La date est sûrement faite pour que Baudelaire ne soit pas confondu avec un contemporain moralisateur.

Le guide est assez directif et s’inspire des notions que l’on va retrouver dans les entretiens motivationnels utilisés dans diverses thérapies cognitivo-comportementales. Il est personnalisable avec des endroits réservés pour noter ses caractéristiques propres. Là, le médecin est « sympa », il n’a pas de blouse et est assis sur le bureau. À la fin, bien sûr, le sourire revient sous la forme d’une belle jeune fille qui représente sans doute la copine « idéale ».

En fait, ne nous y trompons pas, nos propos, certes ironiques, renvoient à ce que beaucoup ont ressenti en la voyant : « C’est une bonne campagne de publicité ! » sauf que le jour où elle a débuté, les brochures n’étaient pas toutes arrivées dans les structures désignées comme « Consultations Cannabis » qui se voulaient être le pendant de terrain de cette action.

Cette campagne a, bien entendu, été évaluée avec les mêmes indicateurs que le lancement d’un produit comme un autre.

On retrouve dans le tableau suivant une comparaison de différentes campagnes.
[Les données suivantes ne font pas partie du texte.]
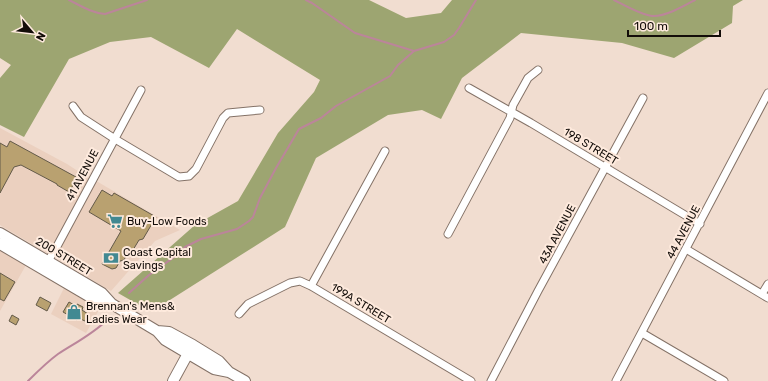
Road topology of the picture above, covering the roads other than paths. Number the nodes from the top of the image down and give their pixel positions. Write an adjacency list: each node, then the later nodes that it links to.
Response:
1 (538, 70): 8 (street)
2 (469, 88): 8 (street, 198 STREET)
3 (140, 90): 9 (street, 41 AVENUE)
4 (768, 93): 12 (street, 44 AVENUE)
5 (643, 98): 11 (street, 43A AVENUE)
6 (74, 106): 9 (street)
7 (260, 110): 9 (street)
8 (511, 112): 11 (street, 198 STREET); 14 (street)
9 (115, 139): 17 (street, 41 AVENUE)
10 (385, 151): 19 (street)
11 (605, 167): 12 (street, 198 STREET); 27 (street, 43A AVENUE)
12 (700, 224): 16 (street, 44 AVENUE)
13 (0, 233): 17 (main road, 200 STREET)
14 (448, 234)
15 (0, 244): 17 (main road, 200 STREET)
16 (686, 249): 20 (street); 22 (street, 44 AVENUE)
17 (45, 265): 23 (main road, 200 STREET)
18 (768, 284): 20 (street)
19 (311, 286): 21 (street, 199A STREET); 26 (street, 199A STREET)
20 (765, 296)
21 (239, 314)
22 (642, 333): 28 (street, 44 AVENUE); 29 (street)
23 (190, 350): 24 (main road); 25 (main road, 200 STREET)
24 (173, 381)
25 (245, 381)
26 (471, 381)
27 (491, 381)
28 (616, 381)
29 (724, 381)

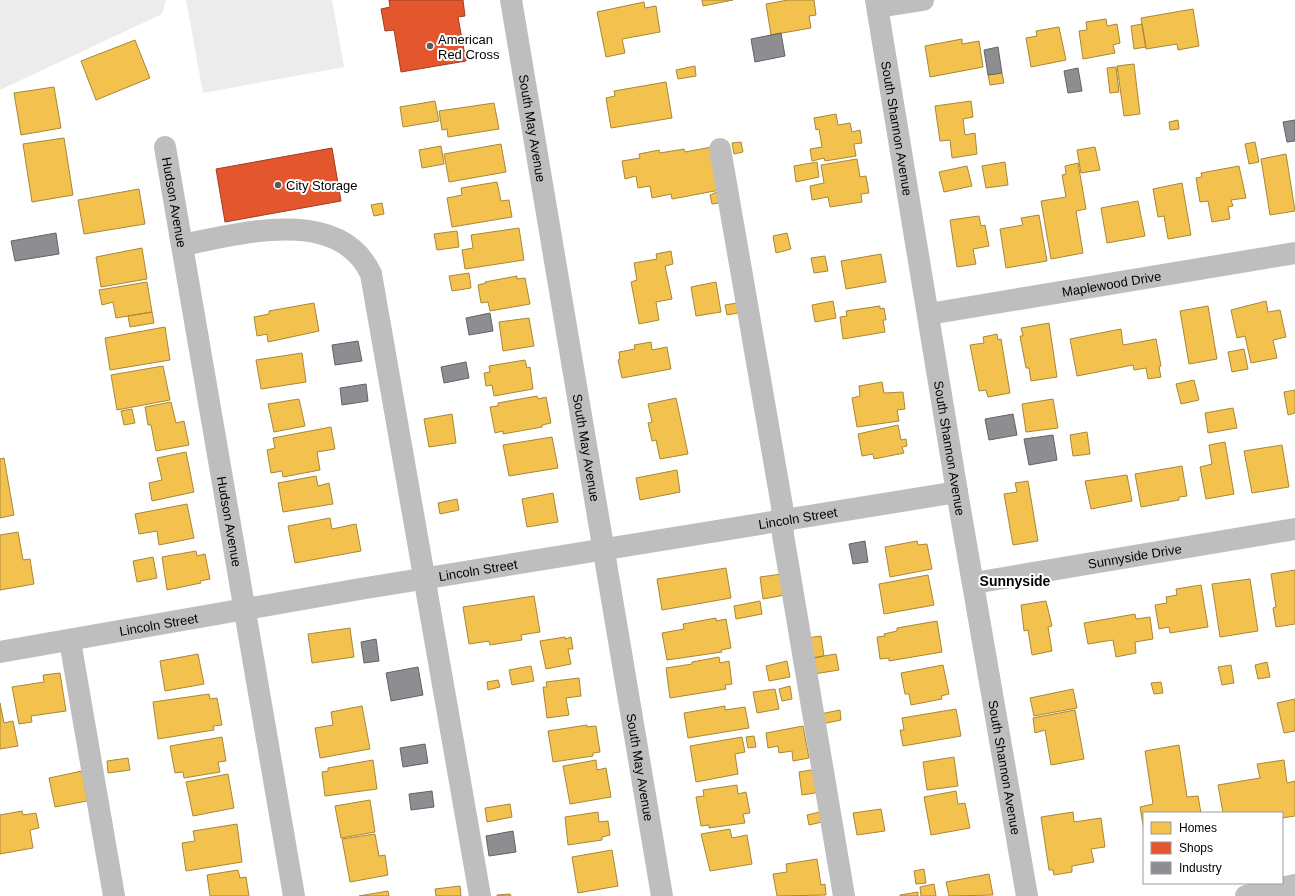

Peut-on comparer ? Rien n’est moins sûr !

Tableau 8, Scores d'impact des post-tests des campagnes grand public entre 2000 et 2006
Tableau 8, Scores d'impact des post-tests des campagnes grand public entre 2000 et 2006

* Voir les définitions données ci-dessous

** Drogues : savoir plus, risquer moins , diffusé au total à près de 5 millions d’exemplaires (dont 1 million vendus). Source : Enquête post-test, INPES.

On peut cependant trouver, grâce aux post-tests de l’INPES 94 , des informations relatives à la perception momentanée de la campagne sur quatre aspects :

Notoriété : se souvenir d’avoir vu, lu ou entendu la campagne faisant l’objet de l’enquête et reconnaître au moins un élément de la campagne après avoir vu les spots radio, TV ou annonces presse ;

Agrément : avoir aimé au moins un élément de la campagne ;

Implication : se sentir personnellement concerné par la campagne parmi ceux qui ont reconnu au moins un élément de la campagne ;

Intentionnalité ou incitation : se sentir enclin à changer son comportement conformément aux objectifs de la campagne.

Il est noté que cette campagne a eu une « mémorisation spontanée » plutôt élevée (83% contre les précédentes, plus anciennes certes, 34 % en 2002 et 81 %). Outre que la différence entre 83 % et 81 % n’est pas significative sauf à reconnaître qu’en terme de notoriété la campagne « Savoir plus, risquer moins » devait vraiment avoir été une bonne campagne, on ne peut pas dire autre chose à notre avis que cette campagne a eu le mérite de faire parler du cannabis en essayant d’amener le débat sur le terrain de l’information mais cela n’avait-il pas été déjà fait quelque temps avant.

Nous reviendrons dans le prochain sous-chapitre sur le volet sanitaire de cette campagne appelée « Consultation cannabis » mais l’action spécifique cannabis ne s’est pas arrêtée là. Un volant «Sécurité routière » y a été rajouté.

Notes
94.

INPES, Synthèse des principaux enseignements du post-test de la campagne d’informations sur le cannabis menée par l’INPES, Saint-Denis, INPES, 2005 (non publiée), 24p.